*** PROVIDED MATERIAL ***
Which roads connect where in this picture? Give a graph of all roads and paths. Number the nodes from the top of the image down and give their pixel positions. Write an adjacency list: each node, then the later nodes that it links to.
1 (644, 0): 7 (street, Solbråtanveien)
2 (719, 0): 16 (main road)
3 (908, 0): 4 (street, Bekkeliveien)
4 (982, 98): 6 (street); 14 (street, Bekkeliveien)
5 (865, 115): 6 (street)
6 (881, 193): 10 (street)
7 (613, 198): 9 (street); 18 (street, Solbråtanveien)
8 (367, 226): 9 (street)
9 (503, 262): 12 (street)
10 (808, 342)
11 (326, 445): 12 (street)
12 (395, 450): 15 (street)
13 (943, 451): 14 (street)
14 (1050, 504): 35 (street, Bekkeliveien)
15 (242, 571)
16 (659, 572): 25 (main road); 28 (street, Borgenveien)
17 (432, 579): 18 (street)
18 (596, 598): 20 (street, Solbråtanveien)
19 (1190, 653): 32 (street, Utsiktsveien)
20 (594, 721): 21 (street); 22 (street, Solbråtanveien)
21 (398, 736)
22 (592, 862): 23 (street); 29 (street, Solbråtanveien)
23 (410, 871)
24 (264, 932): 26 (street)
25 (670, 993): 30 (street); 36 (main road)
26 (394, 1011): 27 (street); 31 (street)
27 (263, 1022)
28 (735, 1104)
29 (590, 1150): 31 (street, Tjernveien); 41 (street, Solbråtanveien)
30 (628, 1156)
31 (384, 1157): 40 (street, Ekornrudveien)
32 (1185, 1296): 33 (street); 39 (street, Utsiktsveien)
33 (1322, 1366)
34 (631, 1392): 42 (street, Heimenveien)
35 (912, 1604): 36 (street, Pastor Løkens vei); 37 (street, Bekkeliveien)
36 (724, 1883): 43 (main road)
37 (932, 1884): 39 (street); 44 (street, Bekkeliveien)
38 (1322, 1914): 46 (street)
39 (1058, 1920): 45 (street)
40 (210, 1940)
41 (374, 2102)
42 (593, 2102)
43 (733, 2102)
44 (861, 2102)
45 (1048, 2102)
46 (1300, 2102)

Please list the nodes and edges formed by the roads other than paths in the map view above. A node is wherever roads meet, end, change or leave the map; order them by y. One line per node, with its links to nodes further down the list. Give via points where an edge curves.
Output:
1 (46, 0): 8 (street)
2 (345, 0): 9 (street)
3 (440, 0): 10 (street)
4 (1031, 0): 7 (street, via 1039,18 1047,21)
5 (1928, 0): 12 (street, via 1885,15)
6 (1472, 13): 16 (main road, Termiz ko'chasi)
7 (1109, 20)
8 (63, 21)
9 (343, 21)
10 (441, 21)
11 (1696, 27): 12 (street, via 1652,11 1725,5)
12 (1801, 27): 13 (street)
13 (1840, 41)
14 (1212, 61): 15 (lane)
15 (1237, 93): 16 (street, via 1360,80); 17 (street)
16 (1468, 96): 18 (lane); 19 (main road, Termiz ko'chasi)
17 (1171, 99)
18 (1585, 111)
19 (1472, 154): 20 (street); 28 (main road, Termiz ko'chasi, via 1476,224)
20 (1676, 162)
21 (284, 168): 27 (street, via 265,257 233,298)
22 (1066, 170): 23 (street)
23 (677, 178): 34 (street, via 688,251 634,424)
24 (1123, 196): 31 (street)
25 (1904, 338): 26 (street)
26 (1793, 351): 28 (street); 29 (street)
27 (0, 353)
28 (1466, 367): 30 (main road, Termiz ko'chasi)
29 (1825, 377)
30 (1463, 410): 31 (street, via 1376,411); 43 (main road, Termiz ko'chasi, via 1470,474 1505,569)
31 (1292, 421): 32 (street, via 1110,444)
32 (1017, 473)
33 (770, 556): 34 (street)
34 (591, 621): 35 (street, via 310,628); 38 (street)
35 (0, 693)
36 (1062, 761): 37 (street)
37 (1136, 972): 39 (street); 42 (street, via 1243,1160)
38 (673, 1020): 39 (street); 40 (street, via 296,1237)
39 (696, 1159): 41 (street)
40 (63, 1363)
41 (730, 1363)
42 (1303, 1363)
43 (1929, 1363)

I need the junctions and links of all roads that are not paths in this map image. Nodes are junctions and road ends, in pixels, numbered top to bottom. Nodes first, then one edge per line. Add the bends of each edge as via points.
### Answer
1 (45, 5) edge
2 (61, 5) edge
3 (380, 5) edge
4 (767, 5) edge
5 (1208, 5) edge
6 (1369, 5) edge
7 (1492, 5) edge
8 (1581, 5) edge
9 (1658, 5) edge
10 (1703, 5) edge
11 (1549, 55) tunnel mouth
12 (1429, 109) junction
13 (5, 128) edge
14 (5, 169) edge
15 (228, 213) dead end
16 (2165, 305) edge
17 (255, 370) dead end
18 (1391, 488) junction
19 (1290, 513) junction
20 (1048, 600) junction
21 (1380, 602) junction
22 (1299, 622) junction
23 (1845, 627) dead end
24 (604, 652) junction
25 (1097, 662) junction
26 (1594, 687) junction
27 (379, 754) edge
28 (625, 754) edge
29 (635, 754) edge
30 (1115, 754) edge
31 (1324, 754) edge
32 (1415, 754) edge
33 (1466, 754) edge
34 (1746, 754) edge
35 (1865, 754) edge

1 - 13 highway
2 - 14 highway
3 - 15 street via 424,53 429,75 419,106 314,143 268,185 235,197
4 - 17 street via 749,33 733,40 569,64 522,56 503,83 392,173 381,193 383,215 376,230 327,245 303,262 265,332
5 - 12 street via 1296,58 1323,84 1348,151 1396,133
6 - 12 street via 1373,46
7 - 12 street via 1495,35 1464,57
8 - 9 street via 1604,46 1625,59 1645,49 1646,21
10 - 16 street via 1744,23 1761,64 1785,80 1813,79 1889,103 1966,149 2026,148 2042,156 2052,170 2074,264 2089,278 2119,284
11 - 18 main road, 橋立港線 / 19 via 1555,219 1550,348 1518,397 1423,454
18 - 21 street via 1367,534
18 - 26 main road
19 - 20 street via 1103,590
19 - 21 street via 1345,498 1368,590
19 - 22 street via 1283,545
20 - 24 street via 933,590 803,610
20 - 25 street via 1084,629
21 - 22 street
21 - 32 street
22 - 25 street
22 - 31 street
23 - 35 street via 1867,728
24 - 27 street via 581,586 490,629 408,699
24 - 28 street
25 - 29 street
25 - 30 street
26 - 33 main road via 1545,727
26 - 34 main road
***
TASK TO CARRY OUT: Whenever a line of the data includes the word "Give", show that line in full.

EXERCISE RESULT:
Which roads connect where in this picture? Give a graph of all roads and paths. Number the nodes from the top of the image down and give their pixel positions. Write an adjacency list: each node, then the later nodes that it links to.
Please list the nodes and edges formed by the roads other than paths in the map view above. A node is wherever roads meet, end, change or leave the map; order them by y. One line per node, with its links to nodes further down the list. Give via points where an edge curves.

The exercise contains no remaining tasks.